Exercise directions:
For the material below, output exactly the span from the line with "M1029,305L1057,307L1052,356L1029,354L1030,342L1026,341Z" to the line with "M514,368L549,376L538,429L502,421Z", including both, and nothing besides.

= = = = =

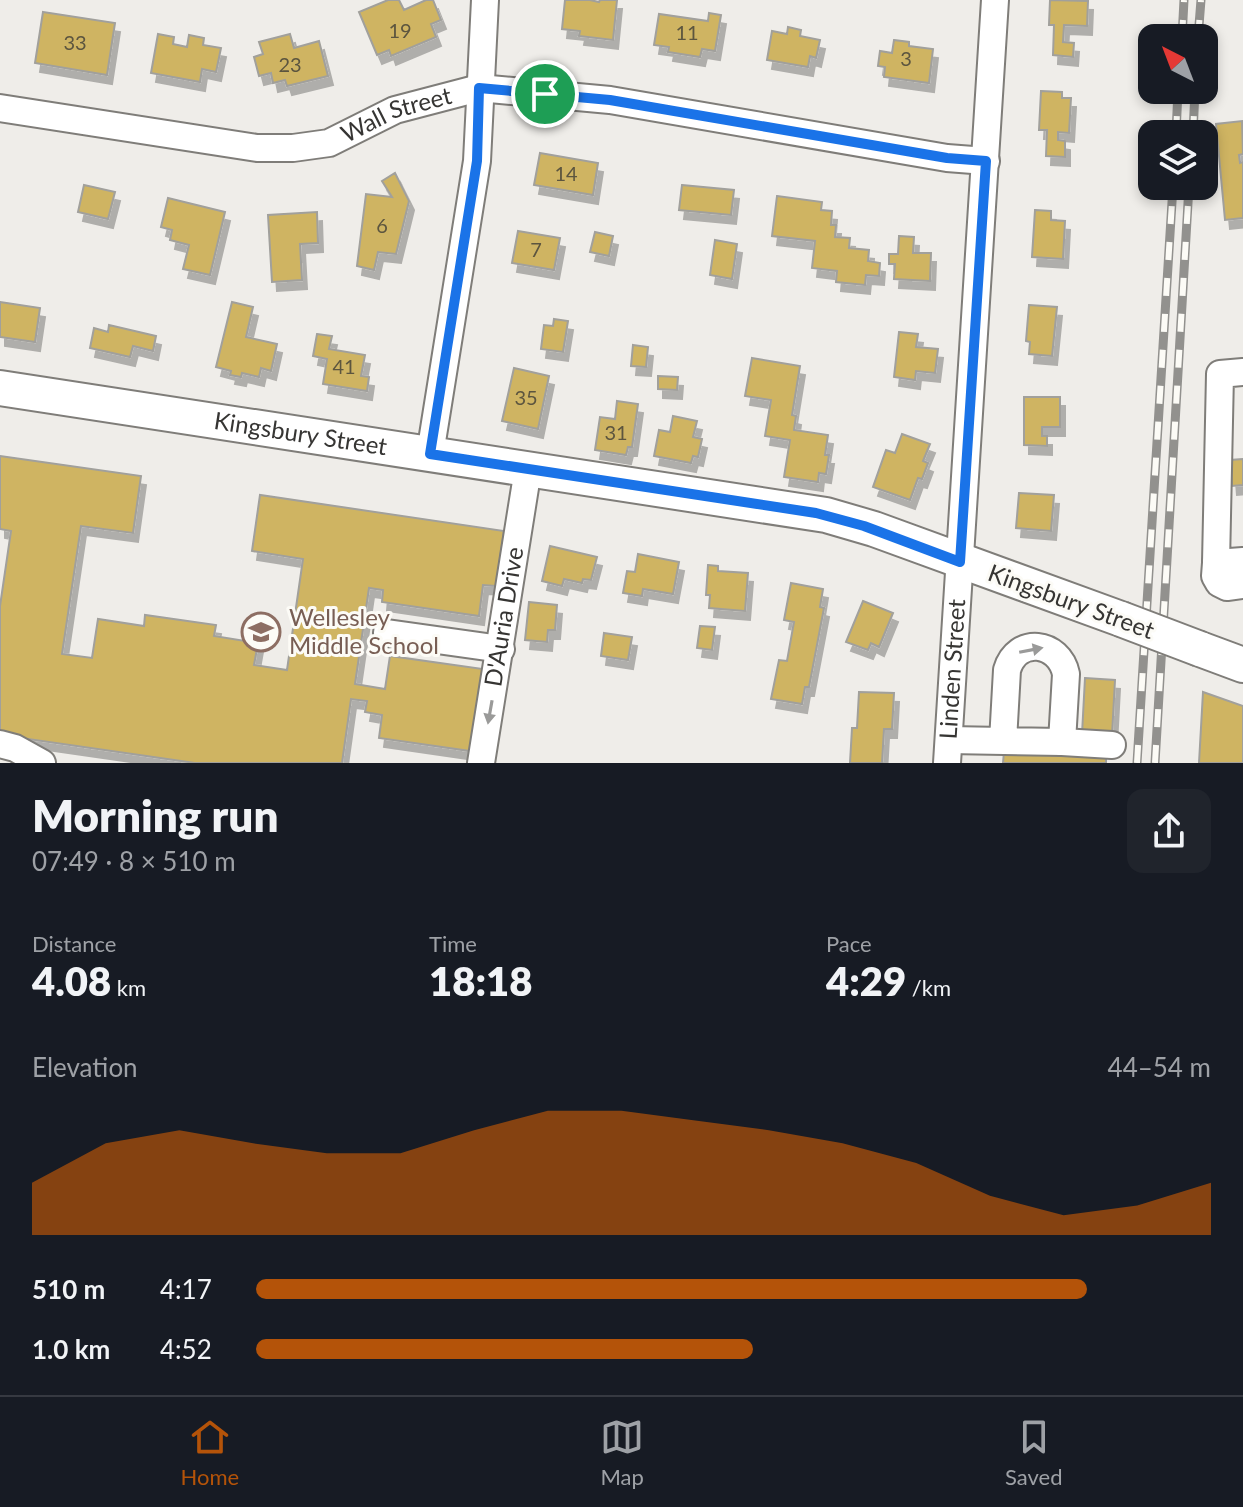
<!DOCTYPE html>
<html lang="en">
<head>
<meta charset="utf-8">
<style>
  body { margin:0; font-family:Lato,sans-serif; background:#20242c; color:#f1f3f6; height:100vh; display:flex; flex-direction:column; font-size:30px; white-space:nowrap }
  * { box-sizing:border-box; margin:0 }
  p { font-size:26px; color:#9ea1a6 }
  .icon { flex:none; width:44px; height:44px; fill:none; stroke:currentColor; stroke-width:2; stroke-linecap:round; stroke-linejoin:round }
  .map { position:relative; height:763px; overflow:hidden }
  .details { display:flex; flex-direction:column; background:#171b24; flex:1 }
  .details>* { flex:none }
  .needle { width:52px; rotate:318deg }
  .controls { position:absolute; left:1138px; top:24px; display:grid; gap:16px }
  .controls a { display:grid; place-items:center; width:80px; height:80px; border-radius:16px; background:#171b24; box-shadow:0 4px 12px #0003; font-size:40px }
  .pin { position:absolute; display:grid; place-items:center; width:68px; height:68px; color:#fff; margin:-34px; border:4px solid #fff; border-radius:50%; box-shadow:0 2px 8px #0007 }
  .round { display:grid; place-items:center; flex:none; width:84px; height:84px; border-radius:16px; background:#20242c }
  .overview { display:flex; align-items:center; justify-content:space-between; height:136px; padding:0 32px }
  h1 { font-size:44px; font-weight:800; line-height:60px }
  .figures { display:grid; grid-template-columns:repeat(3,1fr); gap:12px; height:136px; padding:8px 32px }
  .figures div { display:grid; align-content:center }
  .figures b { font-size:40px; font-weight:800 }
  .figures small { font-size:22px; font-weight:400 }
  .figures p { font-size:22px }
  .chart { height:224px; padding:16px 32px }
  .chart p { display:flex; justify-content:space-between }
  .chart svg { width:100%; height:144px; margin-top:8px; fill:#b45309; opacity:.7 }
  ul { padding:0 32px; list-style:none; font-size:26px }
  li { display:grid; grid-template-columns:128px 96px 1fr; align-items:center; height:60px }
  li i { height:20px; border-radius:10px; background:#b45309 }
  .tabs { display:flex; justify-content:space-around; align-items:center; height:112px; border-top:2px solid #363941; background:#171b24; font-size:22px; color:#9ea1a6 }
  .tabs a { display:grid; justify-items:center; gap:4px }
  .tabs .on { color:#b45309 }
  .map>svg:first-child { display:block }
  .building { fill:#cfb462; stroke:#a1a09c; stroke-width:2; filter:url(#shadow) }
  .lines { fill:none; stroke-linecap:round; stroke-linejoin:round }
  .minor-casing { stroke:#7f7d79; stroke-width:30 }
  .major-casing { stroke:#7f7d79; stroke-width:38 }
  .minor { stroke:#fff; stroke-width:26 }
  .major { stroke:#fff; stroke-width:34 }
  .rail-casing { stroke:#92918e; stroke-width:9 }
  .rail { stroke:#fcfbf6; stroke-width:6; stroke-dasharray:18; stroke-linecap:butt }
  .major-bridge-casing { stroke:#7f7d79; stroke-width:38; stroke-linecap:butt }
  .major-bridge { stroke:#fff; stroke-width:34 }
  .oneway { fill:#9a9a99 }
  .route-casing { stroke:#fff; stroke-width:16 }
  .route { stroke:#1a73e8; stroke-width:10 }
  .labels { text-anchor:middle; stroke-width:6; stroke-linejoin:round; paint-order:stroke }
  .number-label { font-size:20px; fill:#5c553f }
  .street-label { font-size:24px; fill:#363533; stroke:#fcfbf6 }
  .education-label { font-size:24px; fill:#785e54; stroke:#fcfbf6; text-anchor:start }
</style>
</head>
<body>
<div class="map">
<svg width="1243" height="763" viewBox="0 0 1243 763">
  <defs>
    <filter id="shadow"><feDropShadow dx="5" dy="9" stdDeviation="0" flood-color="#0004"/></filter>
  </defs>
  <rect width="100%" height="100%" fill="#efede9"/>
  <!-- building -->
  <path class="building" d="M388,0H399L404,10L426,0H433L441,20L431,24L436,37L391,56L389,50L377,55L359,12Z
    M565,0H590L599,2L600,0H617L613,40L579,36L580,31L562,29Z
    M1050,0L1088,1L1087,26L1064,25L1063,42L1074,43L1073,57L1053,55L1054,25H1049Z
    M43,12L115,23L107,75L35,63Z
    M709,13L721,15L715,51L702,49L700,57L668,52L669,47L654,45L659,14L708,21Z
    M788,27L801,30L800,36L820,40L816,58L810,56L808,67L767,60L772,31L787,34Z
    M158,34L174,37L173,44L187,47L189,35L204,38L203,45L221,48L216,72L202,69L200,82L151,73Z
    M290,34L294,48L319,41L328,76L287,86L285,80L273,83L271,73L259,76L254,57L263,54L259,42Z
    M894,40L909,42V46L933,49L929,83L884,77L885,67L878,66L880,51L892,53Z
    M1041,91L1062,92V98H1071L1069,133L1058,132V140L1065,141V157L1046,156L1047,130H1039Z
    M1242,121L1243,154L1239,155L1240,163L1243,162V218L1225,220L1216,124Z
    M540,153L598,163L593,195L534,185Z
    M395,173L409,201L396,254L378,252L374,270L357,266L366,194L392,197L382,181Z
    M84,185L115,192L108,219L78,212Z
    M682,185L734,190L731,215L679,210Z
    M777,196L822,202L821,210L832,211L831,225H836L835,237L850,238L849,248L869,250L868,261L880,263L879,276L866,275L865,285L836,282L837,271L812,268L815,241L772,236Z
    M168,198L225,212L210,275L183,269L189,245L170,240L172,230L161,227Z
    M1035,210L1051,211V220L1065,221L1063,259L1032,257Z
    M317,212L318,243L300,244L302,280L272,282L268,215Z
    M518,231L560,238L554,270L512,263Z
    M595,232L613,236L609,256L590,252Z
    M899,236L914,237L913,253H931L930,281L894,279L895,264H889V254H898Z
    M715,240L737,244L732,279L710,275Z
    M0,302L40,308L35,342L0,337Z
    M232,302L253,307L246,337L277,344L271,371L261,368L259,377L242,373L241,377L230,375L231,371L216,367Z
    M1029,305L1057,307L1052,356L1029,354L1030,342L1026,341Z
    M554,319L568,321L563,352L541,349L544,325L553,326Z
    M109,325L156,336L153,351L133,346L130,357L90,348L94,328L108,332Z
    M899,332L918,334L916,347L938,349L935,373L916,371L915,380L894,377Z
    M317,334L332,336L329,349L365,355L361,376L369,377L367,391L323,384L327,359L313,356Z
    M633,345L648,347L646,367L631,366Z
    M752,358L800,366L792,415L796,416L794,430L828,435L825,455H829L826,474L819,473L818,482L784,477L790,440L765,436L771,400L745,396Z
    M514,368L549,376L538,429L502,421Z
    M658,376L678,377L677,390L658,389Z
    M1024,397H1060V427H1042V436H1047V446L1024,445Z
    M617,401L638,404L632,447H628L626,455L595,450L600,417L615,419Z
    M673,416L697,421L693,437L702,439L698,457L693,456L691,463L654,456L659,430L670,432Z
    M902,434L930,444L923,461L928,463L922,479L918,478L910,500L873,487L886,450L895,453Z
    M0,456L141,476L133,533L81,526L62,654L92,658L98,619L144,626L145,615L216,625L214,636L258,643L254,665L287,670L303,559L252,551L260,495L504,531L496,586L483,585L479,616L382,602L383,590L369,588L355,684L385,689L390,656L483,669L470,751L379,738L382,715L365,712L367,701L351,699L342,763H195L0,735V606L11,531L0,529Z
    M1243,459V485L1232,486L1230,460Z
    M1019,493L1054,495L1051,531L1016,528Z
    M550,546L597,557L591,580L583,579L582,583L564,579L562,586L542,581Z
    M638,554L679,562L673,594L643,589L642,596L623,593L627,571L635,572Z
    M708,565L718,566V571L748,573L745,611L709,608L710,595H706Z
    M791,583L823,589L820,607L824,608L809,687H805L802,704L771,699L779,660L787,661L794,622L784,620Z
    M863,601L893,613L879,647L871,643L868,650L846,642Z
    M529,602L557,605L555,630H548L547,642L525,640Z
    M700,626L715,627L712,650L697,648Z
    M604,633L632,637L628,660L601,656Z
    M1085,678L1115,680L1112,735L1082,734Z
    M859,692L894,693L892,729H884L882,763H850L852,728H857Z
    M1203,692L1243,706V763H1199Z
    M1075,749V756L1106,758V763H1003L1004,752Z"/>
  <g class="lines">
    <!-- minor casing -->
    <g class="minor-casing">
      <g id="minor">
        <path id="s1" d="M0,108L257,148H293L329,143L395,110L479,88L610,100L947,158L986,161"/>
        <path d="M1243,372L1220,374L1216,563L1243,561"/>
        <path d="M430,454L477,161L485,0"/>
        <path d="M1216,563L1215,576L1219,583L1227,587L1243,585"/>
        <path d="M387,633L501,649"/>
        <path d="M949,740C986,741 1024,741 1062,742L1066,674C1059,641 1017,636 1007,670L1003,741"/>
        <path d="M1062,742L1112,745"/>
        <path d="M0,744L15,748L42,763"/>
        <path id="s2" d="M481,763L528,469"/>
        <path id="s3" d="M947,763L995,0"/>
      </g>
    </g>
    <!-- major casing -->
    <g class="major-casing">
      <g id="major">
        <path id="s4" d="M0,388L826,515L874,529L1121,619"/>
        <path d="M1200,649L1243,665"/>
      </g>
    </g>
    <!-- minor -->
    <use href="#minor" class="minor"/>
    <!-- major -->
    <use href="#major" class="major"/>
    <!-- rail casing -->
    <g class="rail-casing">
      <path id="rail" d="M1182,38L1184,0
        M1198,38L1201,0
        M1176,134L1178,90
        M1193,134L1195,90
        M1137,763L1173,186
        M1155,763L1189,186"/>
    </g>
    <!-- rail -->
    <use href="#rail" class="rail"/>
    <!-- major-bridge casing -->
    <g class="major-bridge-casing">
      <path id="major-bridge" d="M1121,619L1200,649"/>
    </g>
    <!-- major-bridge -->
    <use href="#major-bridge" class="major-bridge"/>
  </g>
  <!-- one-way arrows -->
  <defs><path id="oneway-solid" d="M-6-.8H1V-3.2L6.5 0L1 3.2V.8H-6Z" transform="scale(2)"/></defs>
  <g class="oneway">
    <use href="#oneway-solid" transform="translate(1031 650) rotate(-11)"/>
    <use href="#oneway-solid" transform="translate(490 712) rotate(100)"/>
  </g>
  <g class="lines">
    <!-- route casing -->
    <g class="route-casing">
      <path id="route" d="M479,88L610,100L947,158L986,161L960,562L864,526L816,513L430,454L477,161Z"/>
    </g>
    <!-- route -->
    <use href="#route" class="route"/>
  </g>
  <!-- icons -->
  <defs>
    <g id="school-ring" transform="scale(2)"><circle r="9.5" fill="#fcfbf6" stroke="#8d6e63" stroke-width="1.5"/><path d="M0-5L7-2L0 1L-7-2ZM-4 1L0 2.5L4 1V4Q0 6-4 4Z" fill="#8d6e63"/></g>
  </defs>
  <g fill-rule="evenodd">
    <use href="#school-ring" x="261" y="632"/>
  </g>
  <g class="labels">
    <!-- number labels -->
    <g class="number-label">
      <text x="400" y="38">19</text>
      <text x="687" y="40">11</text>
      <text x="75" y="50">33</text>
      <text x="906" y="66">3</text>
      <text x="290" y="72">23</text>
      <text x="566" y="181">14</text>
      <text x="382" y="233">6</text>
      <text x="536" y="257">7</text>
      <text x="344" y="374">41</text>
      <text x="526" y="405">35</text>
      <text x="616" y="440">31</text>
    </g>
    <!-- street labels -->
    <g class="street-label">
      <text dy="8" stroke="none"><textPath href="#s1" startOffset="406">Wall Street</textPath></text>
      <text dy="8" stroke="none"><textPath href="#s4" startOffset="304">Kingsbury Street</textPath></text>
      <text transform="translate(1071 602) rotate(20)" y="8">Kingsbury Street</text>
      <text dy="8" stroke="none"><textPath href="#s2" startOffset="148">D'Auria Drive</textPath></text>
      <text dy="8" stroke="none"><textPath href="#s3" startOffset="94">Linden Street</textPath></text>
    </g>
    <!-- education labels -->
    <g class="education-label">
      <text x="289" y="626">Wellesley<tspan x="289" dy="28">Middle School</tspan></text>
    </g>
  </g>
</svg>
<div class="controls">
<a><svg class="needle" viewBox="-14 -14 28 28"><path d="M0-13l5 13h-10z" fill="#e53935"/><path d="M0 13l5-13h-10z" fill="#9ea1a6"/></svg></a>
<a><svg class="icon" aria-label="layers" viewBox="0 0 24 24"><path d="M12 4l9 5-9 5-9-5zM3 14l9 5 9-5"/></svg></a>
</div>
<div class="pin" style="left:545px;top:94px;background:#1e9e55"><svg class="icon" aria-label="arrive" viewBox="0 0 24 24"><path d="M6 21V4h12l-3 4 3 4H6"/></svg></div>
</div>
<section class="details">
<div class="overview"><div><h1>Morning run</h1><p>07:49 · 8 × 510 m</p></div><a class="round"><svg class="icon" aria-label="share" viewBox="0 0 24 24"><path d="M12 15V3M7 8l5-5 5 5M5 13v7h14v-7"/></svg></a></div>
<div class="figures">
<div><p>Distance</p><b>4.08<small> km</small></b></div>
<div><p>Time</p><b>18:18</b></div>
<div><p>Pace</p><b>4:29<small> /km</small></b></div>
</div>
<div class="chart"><p><span>Elevation</span>44–54 m</p>
<svg viewBox="0 0 160 44" preserveAspectRatio="none"><path d="M0 44V28L10 16L20 12L30 16L40 19L50 19L60 12L70 6L80 6L90 9L100 12L110 16L120 22L130 32L140 38L150 35L160 28V44z"/></svg>
</div>
<ul>
<li><b>510 m</b>4:17<i style="width:87%"></i></li>
<li><b>1.0 km</b>4:52<i style="width:52%"></i></li>
</ul>
</section>
<nav class="tabs">
<a class="on"><svg class="icon" aria-label="home" viewBox="0 0 24 24"><path d="M3 11l9-7 9 7M6 9v11h12V9"/></svg>Home</a>
<a><svg class="icon" aria-label="map" viewBox="0 0 24 24"><path d="M3 6l6-2 6 2 6-2v14l-6 2-6-2-6 2zM9 4v14M15 6v14"/></svg>Map</a>
<a><svg class="icon" aria-label="saved" viewBox="0 0 24 24"><path d="M7 4h10v16l-5-4-5 4z"/></svg>Saved</a>
</nav>
</body>
</html>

= = = = =

Answer for the task:
    M1029,305L1057,307L1052,356L1029,354L1030,342L1026,341Z
    M554,319L568,321L563,352L541,349L544,325L553,326Z
    M109,325L156,336L153,351L133,346L130,357L90,348L94,328L108,332Z
    M899,332L918,334L916,347L938,349L935,373L916,371L915,380L894,377Z
    M317,334L332,336L329,349L365,355L361,376L369,377L367,391L323,384L327,359L313,356Z
    M633,345L648,347L646,367L631,366Z
    M752,358L800,366L792,415L796,416L794,430L828,435L825,455H829L826,474L819,473L818,482L784,477L790,440L765,436L771,400L745,396Z
    M514,368L549,376L538,429L502,421Z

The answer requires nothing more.